Work request: Among the lines of the records below, count those with the word "tekuthodu". Reply with that number alone.

Data records:

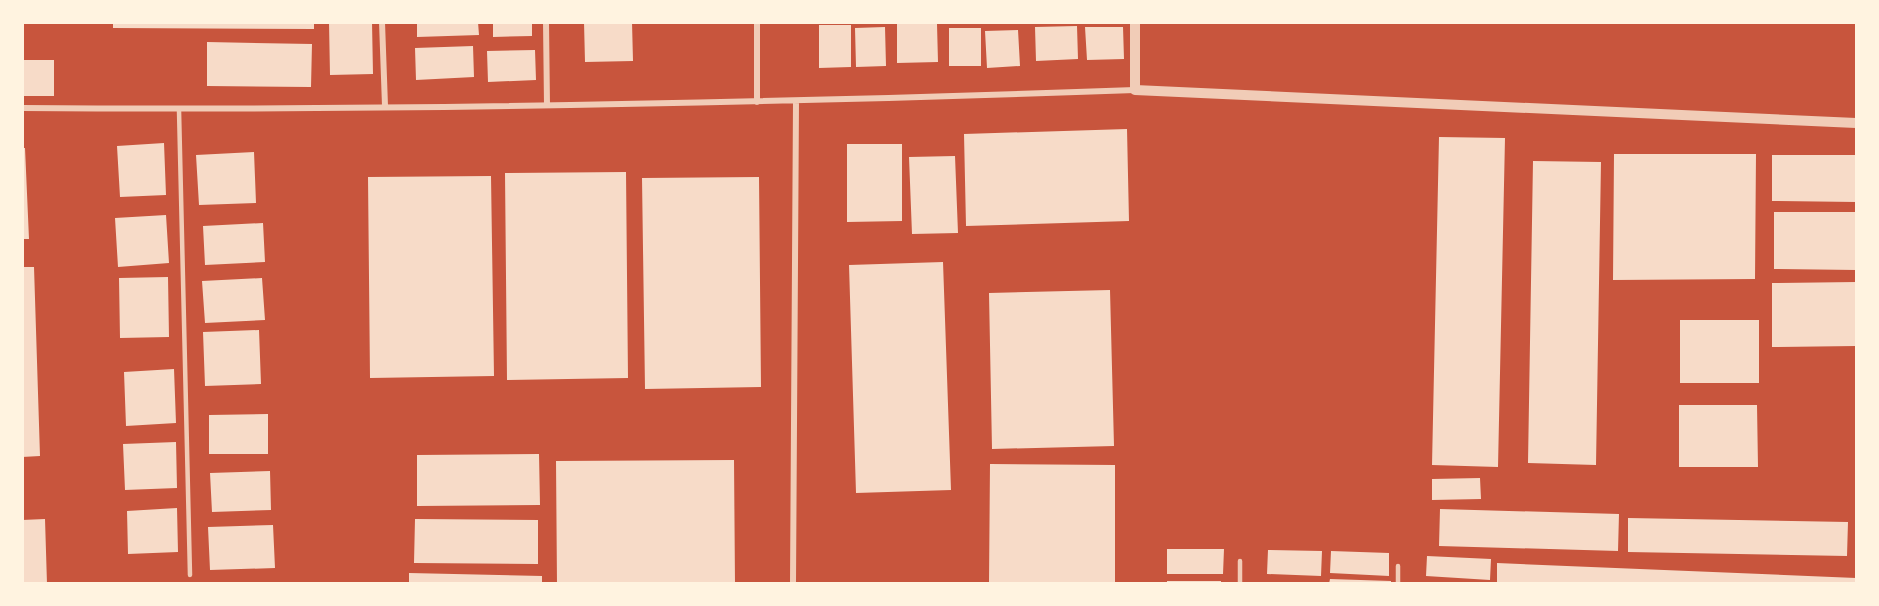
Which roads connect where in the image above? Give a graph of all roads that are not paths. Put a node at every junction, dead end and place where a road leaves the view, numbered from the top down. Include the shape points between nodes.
1 (382, 22) edge
2 (546, 22) edge
3 (757, 22) edge
4 (1135, 22) edge
5 (1135, 90) junction
6 (757, 102) junction
7 (796, 102) junction
8 (547, 105) junction
9 (385, 106) junction
10 (22, 108) edge
11 (179, 110) junction
12 (1857, 123) edge
13 (1240, 561) dead end
14 (1398, 566) dead end
15 (190, 575) dead end
16 (793, 584) edge
17 (1240, 584) edge
18 (1398, 584) edge

1 - 9 street
2 - 8 street
3 - 6 street
4 - 5 street
5 - 7 street
5 - 12 street
6 - 7 street
6 - 8 street
7 - 16 street
8 - 9 street
9 - 11 street
10 - 11 street
11 - 15 lane
13 - 17 lane
14 - 18 lane

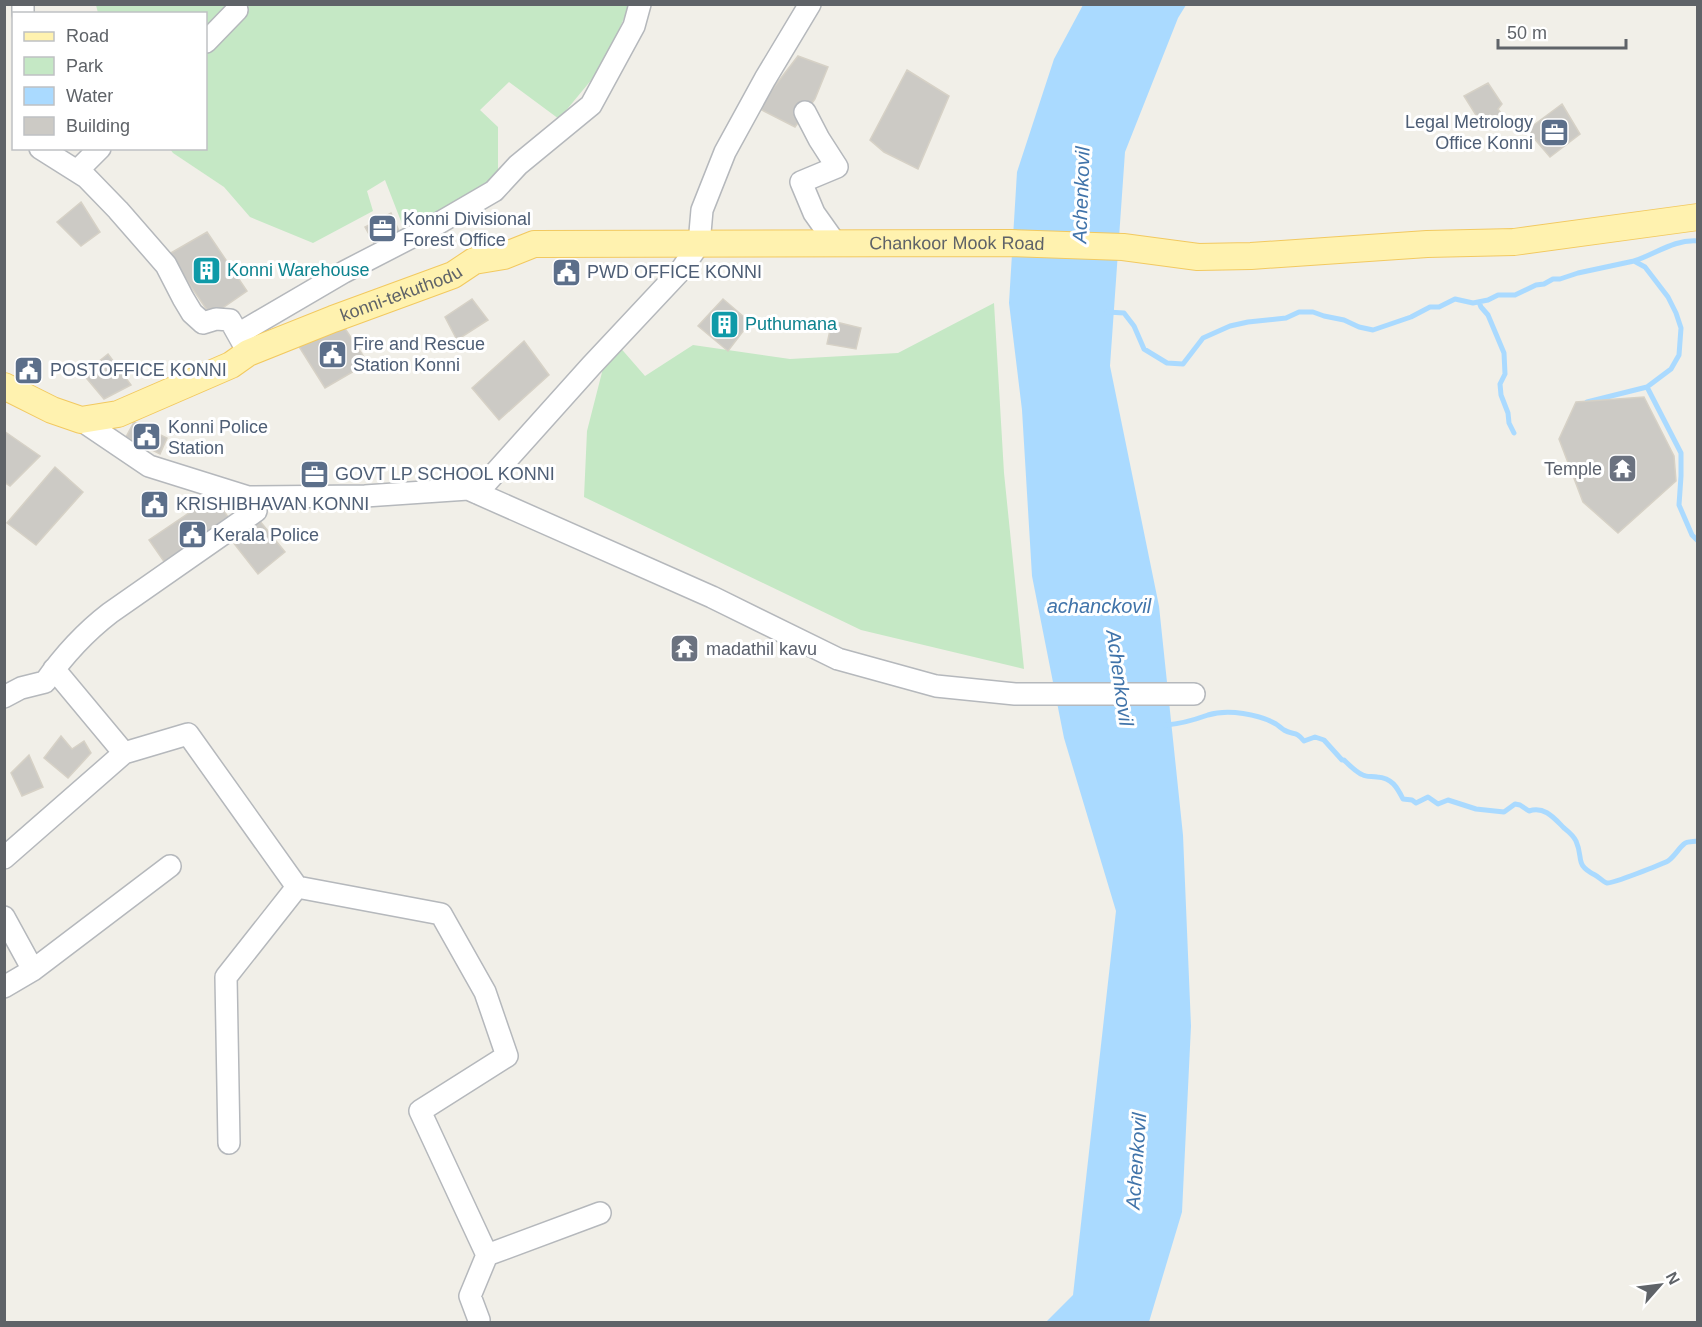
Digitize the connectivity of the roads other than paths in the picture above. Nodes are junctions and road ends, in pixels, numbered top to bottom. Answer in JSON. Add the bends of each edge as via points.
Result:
{"nodes":[{"id":1,"x":640,"y":4,"type":"edge"},
{"id":2,"x":810,"y":4,"type":"edge"},
{"id":3,"x":237,"y":10,"type":"dead end"},
{"id":4,"x":207,"y":41,"type":"edge"},
{"id":5,"x":805,"y":112,"type":"dead end"},
{"id":6,"x":43,"y":150,"type":"edge"},
{"id":7,"x":98,"y":150,"type":"edge"},
{"id":8,"x":77,"y":171,"type":"junction"},
{"id":9,"x":1698,"y":217,"type":"edge"},
{"id":10,"x":699,"y":244,"type":"junction"},
{"id":11,"x":847,"y":244,"type":"junction"},
{"id":12,"x":243,"y":344,"type":"junction"},
{"id":13,"x":4,"y":386,"type":"edge"},
{"id":14,"x":81,"y":420,"type":"junction"},
{"id":15,"x":477,"y":493,"type":"junction"},
{"id":16,"x":255,"y":511,"type":"dead end"},
{"id":17,"x":54,"y":669,"type":"junction"},
{"id":18,"x":1194,"y":693,"type":"dead end"},
{"id":19,"x":4,"y":697,"type":"edge"},
{"id":20,"x":124,"y":753,"type":"junction"},
{"id":21,"x":4,"y":858,"type":"edge"},
{"id":22,"x":170,"y":866,"type":"dead end"},
{"id":23,"x":297,"y":887,"type":"junction"},
{"id":24,"x":4,"y":917,"type":"edge"},
{"id":25,"x":33,"y":970,"type":"junction"},
{"id":26,"x":4,"y":987,"type":"edge"},
{"id":27,"x":229,"y":1143,"type":"dead end"},
{"id":28,"x":600,"y":1213,"type":"dead end"},
{"id":29,"x":488,"y":1255,"type":"junction"},
{"id":30,"x":479,"y":1320,"type":"dead end"}],
"edges":[{"from":1,"to":12,"type":"street","via":[[634,26],[591,105],[518,165],[494,191],[344,272]]},
{"from":2,"to":10,"type":"street","via":[[725,152],[702,210]]},
{"from":3,"to":4,"type":"street"},
{"from":5,"to":11,"type":"street","via":[[837,167],[801,182],[814,213]]},
{"from":6,"to":8,"type":"street"},
{"from":7,"to":8,"type":"street"},
{"from":8,"to":12,"type":"street","via":[[166,265],[192,313],[203,323],[230,320]]},
{"from":9,"to":11,"type":"main road","name":"Chankoor Mook Road","via":[[1514,242],[1251,256],[1198,257],[1123,247],[1011,243]]},
{"from":10,"to":11,"type":"main road","name":"konni-tekuthodu"},
{"from":10,"to":12,"type":"main road","name":"konni-tekuthodu","via":[[534,244],[504,256],[474,261],[453,275],[333,319]]},
{"from":10,"to":15,"type":"street","via":[[681,270]]},
{"from":12,"to":14,"type":"main road","name":"konni-tekuthodu","via":[[231,365],[118,414]]},
{"from":13,"to":14,"type":"main road","name":"konni-tekuthodu"},
{"from":14,"to":15,"type":"street","via":[[149,466],[248,497],[364,496],[468,489]]},
{"from":15,"to":18,"type":"street","via":[[712,597],[838,659],[936,686],[1015,694]]},
{"from":16,"to":17,"type":"street","via":[[88,630]]},
{"from":17,"to":19,"type":"street","via":[[45,682]]},
{"from":17,"to":20,"type":"street"},
{"from":20,"to":21,"type":"street"},
{"from":20,"to":23,"type":"street","via":[[188,734]]},
{"from":22,"to":25,"type":"street"},
{"from":23,"to":27,"type":"street","via":[[226,977]]},
{"from":23,"to":29,"type":"street","via":[[441,914],[485,992],[507,1056],[420,1111]]},
{"from":24,"to":25,"type":"street"},
{"from":25,"to":26,"type":"street"},
{"from":28,"to":29,"type":"street"},
{"from":29,"to":30,"type":"street","via":[[470,1296]]}]}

Answer to the problem: 4